A Shopping Excursion

The big thing about today was that I had to go to Aldi. I hate it with a deep-seated loathing. It’s not the store itself I hate; it’s that I have yet to find a time when I can shop there without being subject to large crowds and long lines. It is a little better in the morning, but it opens too late in the morning for me to go without messing up our school hours.

So today Jasper came with me in the afternoon to get some of the chai party stuff. It was very crowded. If Jasper hadn’t been with me, I’d have been very grumpy. It is a lot more enjoyable to have a helper!

Bri was in and out all day. I got bunch of knitting done and worked on two new hymns for Sunday. I am trying to increase my repertoire during the weeks when I don’t have too many other commitments.

Tomorrow is our back-to-school chai party, usually the biggest one of the year. I’m glad Bri is here to help.

A Visitor Arrives

I guess I forgot to post last night. I got caught up in a writing task and then just went to bed. Today started off a little different as Lucy had a doctor’s appointment. I had hoped we could just get her prescription altered over the phone, but that was not an option, so we had to go back in. Her meds will probably have to be tweaked from time to time until they hit on the “right” combination.

Jasper and I still had school to do, of course, and this afternoon he and Spencer mowed our overgrown front yard. The rain has really made the grass grow!

I sent a couple of things off in the mail and then came home to talk to Mary on the phone. It is always good to catch up with one of my adult kids.

Later, Lucy and I drove to the airport to pick up Bri, who is spending the weekend with us before going off to Scotland for the fall semester.

In between all these things, I actually got quite a bit of knitting done. I am in full Christmas-knitting mode now and have a long list of projects I am hoping to complete.

More School & a Meeting

It’s hard to know what to say about today. We spent the morning doing school as usual. In the afternoon, I had a couple of errands to run and then I had to take Lucy up to her friend Martha’s house. I hadn’t planned on that, so it crowded my schedule a little and I was a few minutes late to my critique group meeting. I am so thankful for my critique partners.

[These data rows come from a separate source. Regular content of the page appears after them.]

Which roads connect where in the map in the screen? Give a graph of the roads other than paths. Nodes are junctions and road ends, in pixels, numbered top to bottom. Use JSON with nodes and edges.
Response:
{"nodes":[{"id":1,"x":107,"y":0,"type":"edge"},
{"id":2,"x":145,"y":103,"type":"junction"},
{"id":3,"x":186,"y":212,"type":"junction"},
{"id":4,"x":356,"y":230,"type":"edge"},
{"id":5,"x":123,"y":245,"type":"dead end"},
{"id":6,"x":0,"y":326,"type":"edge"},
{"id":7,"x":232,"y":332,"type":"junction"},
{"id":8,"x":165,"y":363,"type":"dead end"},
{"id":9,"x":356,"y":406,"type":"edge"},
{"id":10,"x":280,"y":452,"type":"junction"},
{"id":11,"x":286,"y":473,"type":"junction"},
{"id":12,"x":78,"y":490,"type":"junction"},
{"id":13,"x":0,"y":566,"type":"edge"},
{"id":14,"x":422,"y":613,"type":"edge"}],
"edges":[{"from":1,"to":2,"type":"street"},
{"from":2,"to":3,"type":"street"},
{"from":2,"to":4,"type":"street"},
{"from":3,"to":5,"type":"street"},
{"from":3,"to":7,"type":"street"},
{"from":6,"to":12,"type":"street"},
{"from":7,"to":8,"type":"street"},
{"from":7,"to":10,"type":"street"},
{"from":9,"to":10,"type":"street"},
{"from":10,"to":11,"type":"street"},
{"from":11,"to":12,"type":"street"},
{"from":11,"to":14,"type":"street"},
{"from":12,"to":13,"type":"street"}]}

After the critique group, we had our regular writers’ meeting, which was also a critique session this month. So everybody else read really serious and heavy-duty stuff, and mine was just a light-hearted few pages from the novel I’m currently working on. Made me feel like a lightweight!

Tomorrow, Daniel is leaving and we have a day with no houseguests before Bri comes. Sometimes I feel like I’m running a youth hostel. At least my knitting has remained gloriously untwisted!

First Day of Class

Today was the first day of school for almost every institution in this city. Of course for us, it was the third week of school!

In addition to doing school with Jasper, I had a class to prepare for. I am teaching my paragraph class as a once-a-week class this semester.

But first, right after lunch, Lucy and I went to the post office and mailed her visa application. It was more complicated than we expected, but we got it done. They are supposed to receive it on Wednesday, so please pray that they will grant her visa and also extend it for her full stay and then send it back right away!

I have six students in my class. Two of them I have known for a long time. In fact, I remember when they were born. It doesn’t seem possible they are so grown up now! It is a good bunch of kids, ranging from sixth grade to twelfth grade.

After my class, I recovered by working on some writing stuff and then ripping out thousands of stitches on one of my knitting projects. That was painful. I am now checking obsessively every row to make sure I don’t make the same mistake again.

Channels Only

Channels Only

Mary E. Maxwell

How I praise Thee, precious Savior,
That Thy love laid hold of me;
Thou hast saved and cleansed and filled me
That I might Thy channel be.


Channels only, blessèd Master,
But with all Thy wondrous power
Flowing through us, Thou canst use us
Every day and every hour.

Just a channel full of blessing,
To the thirsty hearts around;
To tell out Thy full salvation
All Thy loving message sound.


Emptied that Thou shouldest fill me,
A clean vessel in Thy hand;
With no power but as Thou givest
Graciously with each command.


Witnessing Thy power to save me,
Setting free from self and sin;
Thou who boughtest to possess me,
In Thy fullness, Lord, come in.


Jesus, fill now with Thy Spirit
Hearts that full surrender know;
That the streams of living water
From our inner self may flow.



The ASP Method of Relating to Women

This is a real rarity for me, a post aimed at men, inspired by some recent unspecified events that happened to someone other than me.  Specifically, this is a post to help young men learn how to cope with a woman who is in distress. So many men struggle with this, when it actually requires a relatively straightforward strategy. However, it is not one that comes naturally to most men, so it must be learned.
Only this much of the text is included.